Start of Provided entries

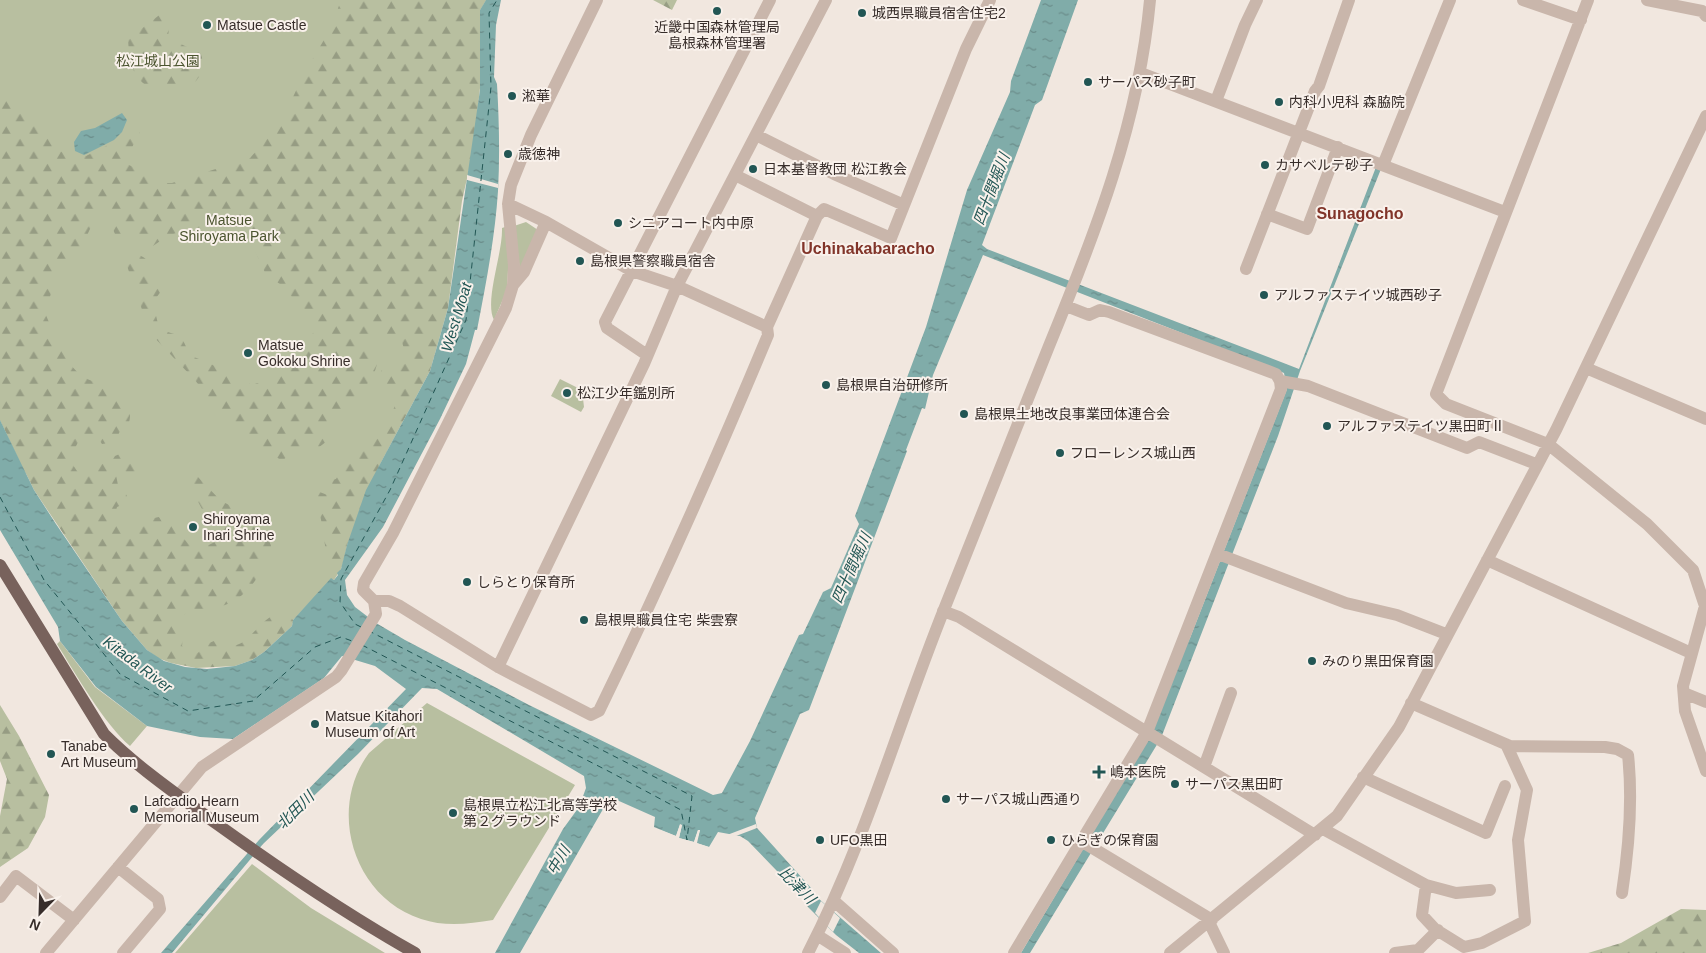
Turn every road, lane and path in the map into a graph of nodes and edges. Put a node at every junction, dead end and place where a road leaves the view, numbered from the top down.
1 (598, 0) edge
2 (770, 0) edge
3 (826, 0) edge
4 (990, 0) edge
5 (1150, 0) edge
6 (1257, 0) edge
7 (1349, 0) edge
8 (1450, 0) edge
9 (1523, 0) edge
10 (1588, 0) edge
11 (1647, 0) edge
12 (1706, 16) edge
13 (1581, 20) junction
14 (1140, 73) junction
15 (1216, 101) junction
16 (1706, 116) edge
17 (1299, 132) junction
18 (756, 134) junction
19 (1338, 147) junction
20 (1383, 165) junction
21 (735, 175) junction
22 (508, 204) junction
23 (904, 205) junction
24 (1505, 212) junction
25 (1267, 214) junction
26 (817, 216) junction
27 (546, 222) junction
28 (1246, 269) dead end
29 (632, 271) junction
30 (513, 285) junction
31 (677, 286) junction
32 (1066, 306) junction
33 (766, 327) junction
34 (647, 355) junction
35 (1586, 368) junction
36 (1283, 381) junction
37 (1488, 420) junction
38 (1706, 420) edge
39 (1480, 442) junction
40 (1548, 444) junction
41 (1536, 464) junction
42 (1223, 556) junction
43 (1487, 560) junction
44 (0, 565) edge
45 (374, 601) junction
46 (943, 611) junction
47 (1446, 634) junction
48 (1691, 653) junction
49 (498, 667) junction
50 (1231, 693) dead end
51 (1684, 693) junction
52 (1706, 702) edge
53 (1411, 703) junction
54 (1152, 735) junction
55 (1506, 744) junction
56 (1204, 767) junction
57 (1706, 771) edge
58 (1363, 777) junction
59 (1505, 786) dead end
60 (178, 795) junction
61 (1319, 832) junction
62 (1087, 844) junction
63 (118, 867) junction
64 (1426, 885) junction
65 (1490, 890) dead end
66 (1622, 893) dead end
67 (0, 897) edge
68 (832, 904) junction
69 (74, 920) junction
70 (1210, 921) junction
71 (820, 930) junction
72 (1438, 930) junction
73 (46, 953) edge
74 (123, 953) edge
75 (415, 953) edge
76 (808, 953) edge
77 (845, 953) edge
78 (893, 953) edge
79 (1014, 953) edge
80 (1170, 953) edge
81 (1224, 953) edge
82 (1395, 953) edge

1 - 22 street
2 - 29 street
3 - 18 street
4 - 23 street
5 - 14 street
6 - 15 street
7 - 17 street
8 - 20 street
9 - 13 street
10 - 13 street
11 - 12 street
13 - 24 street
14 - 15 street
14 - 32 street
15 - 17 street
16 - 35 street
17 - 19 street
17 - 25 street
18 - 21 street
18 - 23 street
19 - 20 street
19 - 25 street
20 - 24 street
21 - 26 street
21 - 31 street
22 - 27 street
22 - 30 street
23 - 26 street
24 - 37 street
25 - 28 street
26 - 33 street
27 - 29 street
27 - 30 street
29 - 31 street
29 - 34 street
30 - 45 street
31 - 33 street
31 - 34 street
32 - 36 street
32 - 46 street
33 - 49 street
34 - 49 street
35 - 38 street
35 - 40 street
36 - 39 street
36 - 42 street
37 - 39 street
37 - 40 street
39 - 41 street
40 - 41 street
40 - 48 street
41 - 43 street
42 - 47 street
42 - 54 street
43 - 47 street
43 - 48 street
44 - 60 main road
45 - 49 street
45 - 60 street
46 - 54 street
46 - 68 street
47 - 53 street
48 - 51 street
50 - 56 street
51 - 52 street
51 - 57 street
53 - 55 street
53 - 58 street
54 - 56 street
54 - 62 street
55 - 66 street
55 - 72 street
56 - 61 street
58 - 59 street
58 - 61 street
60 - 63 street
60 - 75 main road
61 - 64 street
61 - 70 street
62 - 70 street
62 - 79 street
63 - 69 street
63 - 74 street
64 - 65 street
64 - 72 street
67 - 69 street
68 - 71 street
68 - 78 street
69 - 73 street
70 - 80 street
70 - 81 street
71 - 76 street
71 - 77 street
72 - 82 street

End of Provided entries

## Instructions for the task
Please go line by line through the records above, copying each one that holds the string "dead".

## Reply to the task
Turn every road, lane and path in the map into a graph of nodes and edges. Put a node at every junction, dead end and place where a road leaves the view, numbered from the top down.
28 (1246, 269) dead end
50 (1231, 693) dead end
59 (1505, 786) dead end
65 (1490, 890) dead end
66 (1622, 893) dead end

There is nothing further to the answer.